>>>
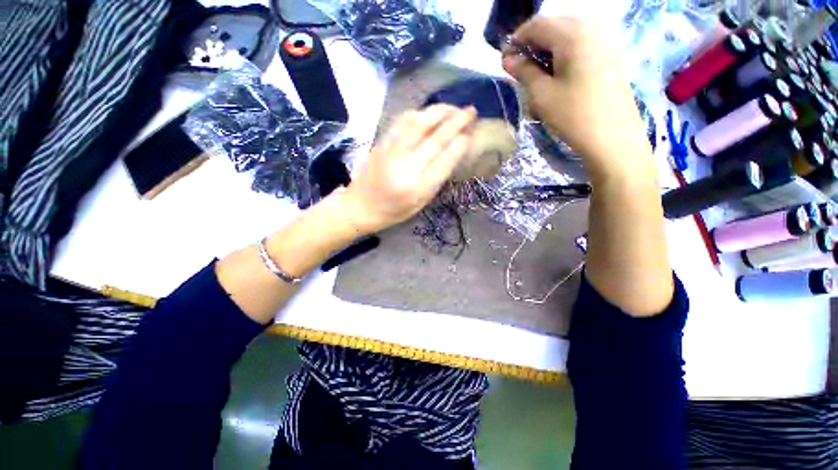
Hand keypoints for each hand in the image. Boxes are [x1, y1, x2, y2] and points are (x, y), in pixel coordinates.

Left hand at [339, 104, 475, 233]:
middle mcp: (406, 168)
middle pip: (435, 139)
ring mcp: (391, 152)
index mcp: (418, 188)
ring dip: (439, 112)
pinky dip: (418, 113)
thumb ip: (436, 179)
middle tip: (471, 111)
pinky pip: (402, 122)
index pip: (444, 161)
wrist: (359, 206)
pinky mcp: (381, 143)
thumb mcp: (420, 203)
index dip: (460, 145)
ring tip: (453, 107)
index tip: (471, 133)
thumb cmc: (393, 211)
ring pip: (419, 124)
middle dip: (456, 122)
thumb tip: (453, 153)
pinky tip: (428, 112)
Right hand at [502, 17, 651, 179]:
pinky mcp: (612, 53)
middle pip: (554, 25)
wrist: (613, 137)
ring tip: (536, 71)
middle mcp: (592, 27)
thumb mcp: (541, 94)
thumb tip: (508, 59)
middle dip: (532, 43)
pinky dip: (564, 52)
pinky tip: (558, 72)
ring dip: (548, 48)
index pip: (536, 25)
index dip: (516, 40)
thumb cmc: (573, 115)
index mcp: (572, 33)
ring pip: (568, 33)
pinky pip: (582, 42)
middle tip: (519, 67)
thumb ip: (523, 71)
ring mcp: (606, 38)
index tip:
<<<
Write down exactly the line with "thumb cmc: (573, 115)", then each line after it through the end of the data.

thumb cmc: (573, 115)
index mcp: (572, 33)
ring pip: (568, 33)
pinky pip: (582, 42)
middle tip: (519, 67)
thumb ip: (523, 71)
ring mcp: (606, 38)
index tip:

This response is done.